WHAT TO DO> Transcribe the listing that follows exactly, from its first line to its last.

RECORDS PROVIDED>
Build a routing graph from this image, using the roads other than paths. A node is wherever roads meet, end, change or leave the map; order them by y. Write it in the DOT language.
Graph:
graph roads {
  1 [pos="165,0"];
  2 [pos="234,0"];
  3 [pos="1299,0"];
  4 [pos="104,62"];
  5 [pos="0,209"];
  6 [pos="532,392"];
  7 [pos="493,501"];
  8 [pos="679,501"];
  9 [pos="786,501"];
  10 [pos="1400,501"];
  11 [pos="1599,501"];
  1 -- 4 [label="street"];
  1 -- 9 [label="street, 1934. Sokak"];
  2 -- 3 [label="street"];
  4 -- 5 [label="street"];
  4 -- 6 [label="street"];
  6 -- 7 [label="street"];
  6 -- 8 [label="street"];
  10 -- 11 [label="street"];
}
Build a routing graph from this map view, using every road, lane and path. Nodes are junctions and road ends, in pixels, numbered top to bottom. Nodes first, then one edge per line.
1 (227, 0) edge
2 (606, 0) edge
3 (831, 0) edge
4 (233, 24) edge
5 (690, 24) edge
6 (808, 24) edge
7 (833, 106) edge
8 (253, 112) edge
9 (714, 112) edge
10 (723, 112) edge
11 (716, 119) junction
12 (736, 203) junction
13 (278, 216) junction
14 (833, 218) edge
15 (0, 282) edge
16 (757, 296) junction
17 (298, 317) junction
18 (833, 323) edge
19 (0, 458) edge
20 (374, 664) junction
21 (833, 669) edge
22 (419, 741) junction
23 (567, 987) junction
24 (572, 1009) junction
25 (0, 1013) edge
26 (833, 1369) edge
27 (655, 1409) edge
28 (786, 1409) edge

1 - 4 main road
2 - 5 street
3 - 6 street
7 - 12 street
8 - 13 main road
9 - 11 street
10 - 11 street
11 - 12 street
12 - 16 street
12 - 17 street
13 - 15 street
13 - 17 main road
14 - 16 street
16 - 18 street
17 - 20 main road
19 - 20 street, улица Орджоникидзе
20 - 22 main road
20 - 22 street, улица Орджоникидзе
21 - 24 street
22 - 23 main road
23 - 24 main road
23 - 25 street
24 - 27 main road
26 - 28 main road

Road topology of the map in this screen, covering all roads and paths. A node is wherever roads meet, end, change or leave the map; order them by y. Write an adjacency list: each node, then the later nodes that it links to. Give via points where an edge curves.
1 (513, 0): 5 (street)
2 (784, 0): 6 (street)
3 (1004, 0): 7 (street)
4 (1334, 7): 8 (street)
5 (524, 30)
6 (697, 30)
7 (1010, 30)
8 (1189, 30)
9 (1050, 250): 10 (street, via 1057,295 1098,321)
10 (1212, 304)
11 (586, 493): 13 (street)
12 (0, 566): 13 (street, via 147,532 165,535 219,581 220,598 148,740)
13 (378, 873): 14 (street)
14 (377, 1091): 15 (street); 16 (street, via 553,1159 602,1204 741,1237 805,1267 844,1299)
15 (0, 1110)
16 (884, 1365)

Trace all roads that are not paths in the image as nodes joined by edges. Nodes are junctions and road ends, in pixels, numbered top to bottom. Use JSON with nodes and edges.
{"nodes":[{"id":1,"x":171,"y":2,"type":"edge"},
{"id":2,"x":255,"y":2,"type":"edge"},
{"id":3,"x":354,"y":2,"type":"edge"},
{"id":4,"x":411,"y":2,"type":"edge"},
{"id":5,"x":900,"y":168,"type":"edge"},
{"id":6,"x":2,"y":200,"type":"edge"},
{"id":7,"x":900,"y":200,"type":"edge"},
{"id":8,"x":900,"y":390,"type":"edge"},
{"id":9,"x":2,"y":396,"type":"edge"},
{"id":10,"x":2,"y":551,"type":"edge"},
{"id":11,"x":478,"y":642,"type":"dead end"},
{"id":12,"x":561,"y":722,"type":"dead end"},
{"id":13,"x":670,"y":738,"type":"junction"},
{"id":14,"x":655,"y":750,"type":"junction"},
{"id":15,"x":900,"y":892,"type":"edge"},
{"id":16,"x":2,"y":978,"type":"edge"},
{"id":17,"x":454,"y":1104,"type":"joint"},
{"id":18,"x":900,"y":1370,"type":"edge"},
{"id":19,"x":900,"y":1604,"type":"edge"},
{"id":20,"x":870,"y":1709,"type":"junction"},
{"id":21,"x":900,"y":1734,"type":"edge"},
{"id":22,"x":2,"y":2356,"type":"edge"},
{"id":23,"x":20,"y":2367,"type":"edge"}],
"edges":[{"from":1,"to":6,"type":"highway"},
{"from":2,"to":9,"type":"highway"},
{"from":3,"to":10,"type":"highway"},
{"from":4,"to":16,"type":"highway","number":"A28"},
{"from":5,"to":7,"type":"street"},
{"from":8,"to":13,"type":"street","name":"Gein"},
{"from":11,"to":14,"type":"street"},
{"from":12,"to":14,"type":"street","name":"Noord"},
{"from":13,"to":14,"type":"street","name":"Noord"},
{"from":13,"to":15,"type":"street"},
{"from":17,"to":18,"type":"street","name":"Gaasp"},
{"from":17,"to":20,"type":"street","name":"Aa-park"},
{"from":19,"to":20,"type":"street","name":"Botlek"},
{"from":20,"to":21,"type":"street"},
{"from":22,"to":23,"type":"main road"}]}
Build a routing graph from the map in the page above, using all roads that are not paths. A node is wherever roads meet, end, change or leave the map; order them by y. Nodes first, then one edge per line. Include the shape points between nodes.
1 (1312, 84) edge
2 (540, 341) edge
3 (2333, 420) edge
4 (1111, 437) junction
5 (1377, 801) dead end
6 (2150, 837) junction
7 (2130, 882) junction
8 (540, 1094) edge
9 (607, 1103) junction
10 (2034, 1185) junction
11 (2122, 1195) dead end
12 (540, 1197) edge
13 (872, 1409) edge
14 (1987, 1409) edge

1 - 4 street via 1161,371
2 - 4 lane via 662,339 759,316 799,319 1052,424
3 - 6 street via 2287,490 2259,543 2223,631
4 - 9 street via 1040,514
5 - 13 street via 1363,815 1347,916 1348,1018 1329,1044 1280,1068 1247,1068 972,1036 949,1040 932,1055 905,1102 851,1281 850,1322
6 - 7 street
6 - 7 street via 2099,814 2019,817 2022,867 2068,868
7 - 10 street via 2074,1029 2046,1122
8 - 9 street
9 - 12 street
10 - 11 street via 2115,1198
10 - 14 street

ANSWER TO THIS TASK>
Build a routing graph from this image, using the roads other than paths. A node is wherever roads meet, end, change or leave the map; order them by y. Write it in the DOT language.
Graph:
graph roads {
  1 [pos="165,0"];
  2 [pos="234,0"];
  3 [pos="1299,0"];
  4 [pos="104,62"];
  5 [pos="0,209"];
  6 [pos="532,392"];
  7 [pos="493,501"];
  8 [pos="679,501"];
  9 [pos="786,501"];
  10 [pos="1400,501"];
  11 [pos="1599,501"];
  1 -- 4 [label="street"];
  1 -- 9 [label="street, 1934. Sokak"];
  2 -- 3 [label="street"];
  4 -- 5 [label="street"];
  4 -- 6 [label="street"];
  6 -- 7 [label="street"];
  6 -- 8 [label="street"];
  10 -- 11 [label="street"];
}
Build a routing graph from this map view, using every road, lane and path. Nodes are junctions and road ends, in pixels, numbered top to bottom. Nodes first, then one edge per line.
1 (227, 0) edge
2 (606, 0) edge
3 (831, 0) edge
4 (233, 24) edge
5 (690, 24) edge
6 (808, 24) edge
7 (833, 106) edge
8 (253, 112) edge
9 (714, 112) edge
10 (723, 112) edge
11 (716, 119) junction
12 (736, 203) junction
13 (278, 216) junction
14 (833, 218) edge
15 (0, 282) edge
16 (757, 296) junction
17 (298, 317) junction
18 (833, 323) edge
19 (0, 458) edge
20 (374, 664) junction
21 (833, 669) edge
22 (419, 741) junction
23 (567, 987) junction
24 (572, 1009) junction
25 (0, 1013) edge
26 (833, 1369) edge
27 (655, 1409) edge
28 (786, 1409) edge

1 - 4 main road
2 - 5 street
3 - 6 street
7 - 12 street
8 - 13 main road
9 - 11 street
10 - 11 street
11 - 12 street
12 - 16 street
12 - 17 street
13 - 15 street
13 - 17 main road
14 - 16 street
16 - 18 street
17 - 20 main road
19 - 20 street, улица Орджоникидзе
20 - 22 main road
20 - 22 street, улица Орджоникидзе
21 - 24 street
22 - 23 main road
23 - 24 main road
23 - 25 street
24 - 27 main road
26 - 28 main road

Road topology of the map in this screen, covering all roads and paths. A node is wherever roads meet, end, change or leave the map; order them by y. Write an adjacency list: each node, then the later nodes that it links to. Give via points where an edge curves.
1 (513, 0): 5 (street)
2 (784, 0): 6 (street)
3 (1004, 0): 7 (street)
4 (1334, 7): 8 (street)
5 (524, 30)
6 (697, 30)
7 (1010, 30)
8 (1189, 30)
9 (1050, 250): 10 (street, via 1057,295 1098,321)
10 (1212, 304)
11 (586, 493): 13 (street)
12 (0, 566): 13 (street, via 147,532 165,535 219,581 220,598 148,740)
13 (378, 873): 14 (street)
14 (377, 1091): 15 (street); 16 (street, via 553,1159 602,1204 741,1237 805,1267 844,1299)
15 (0, 1110)
16 (884, 1365)

Trace all roads that are not paths in the image as nodes joined by edges. Nodes are junctions and road ends, in pixels, numbered top to bottom. Use JSON with nodes and edges.
{"nodes":[{"id":1,"x":171,"y":2,"type":"edge"},
{"id":2,"x":255,"y":2,"type":"edge"},
{"id":3,"x":354,"y":2,"type":"edge"},
{"id":4,"x":411,"y":2,"type":"edge"},
{"id":5,"x":900,"y":168,"type":"edge"},
{"id":6,"x":2,"y":200,"type":"edge"},
{"id":7,"x":900,"y":200,"type":"edge"},
{"id":8,"x":900,"y":390,"type":"edge"},
{"id":9,"x":2,"y":396,"type":"edge"},
{"id":10,"x":2,"y":551,"type":"edge"},
{"id":11,"x":478,"y":642,"type":"dead end"},
{"id":12,"x":561,"y":722,"type":"dead end"},
{"id":13,"x":670,"y":738,"type":"junction"},
{"id":14,"x":655,"y":750,"type":"junction"},
{"id":15,"x":900,"y":892,"type":"edge"},
{"id":16,"x":2,"y":978,"type":"edge"},
{"id":17,"x":454,"y":1104,"type":"joint"},
{"id":18,"x":900,"y":1370,"type":"edge"},
{"id":19,"x":900,"y":1604,"type":"edge"},
{"id":20,"x":870,"y":1709,"type":"junction"},
{"id":21,"x":900,"y":1734,"type":"edge"},
{"id":22,"x":2,"y":2356,"type":"edge"},
{"id":23,"x":20,"y":2367,"type":"edge"}],
"edges":[{"from":1,"to":6,"type":"highway"},
{"from":2,"to":9,"type":"highway"},
{"from":3,"to":10,"type":"highway"},
{"from":4,"to":16,"type":"highway","number":"A28"},
{"from":5,"to":7,"type":"street"},
{"from":8,"to":13,"type":"street","name":"Gein"},
{"from":11,"to":14,"type":"street"},
{"from":12,"to":14,"type":"street","name":"Noord"},
{"from":13,"to":14,"type":"street","name":"Noord"},
{"from":13,"to":15,"type":"street"},
{"from":17,"to":18,"type":"street","name":"Gaasp"},
{"from":17,"to":20,"type":"street","name":"Aa-park"},
{"from":19,"to":20,"type":"street","name":"Botlek"},
{"from":20,"to":21,"type":"street"},
{"from":22,"to":23,"type":"main road"}]}
Build a routing graph from the map in the page above, using all roads that are not paths. A node is wherever roads meet, end, change or leave the map; order them by y. Nodes first, then one edge per line. Include the shape points between nodes.
1 (1312, 84) edge
2 (540, 341) edge
3 (2333, 420) edge
4 (1111, 437) junction
5 (1377, 801) dead end
6 (2150, 837) junction
7 (2130, 882) junction
8 (540, 1094) edge
9 (607, 1103) junction
10 (2034, 1185) junction
11 (2122, 1195) dead end
12 (540, 1197) edge
13 (872, 1409) edge
14 (1987, 1409) edge

1 - 4 street via 1161,371
2 - 4 lane via 662,339 759,316 799,319 1052,424
3 - 6 street via 2287,490 2259,543 2223,631
4 - 9 street via 1040,514
5 - 13 street via 1363,815 1347,916 1348,1018 1329,1044 1280,1068 1247,1068 972,1036 949,1040 932,1055 905,1102 851,1281 850,1322
6 - 7 street
6 - 7 street via 2099,814 2019,817 2022,867 2068,868
7 - 10 street via 2074,1029 2046,1122
8 - 9 street
9 - 12 street
10 - 11 street via 2115,1198
10 - 14 street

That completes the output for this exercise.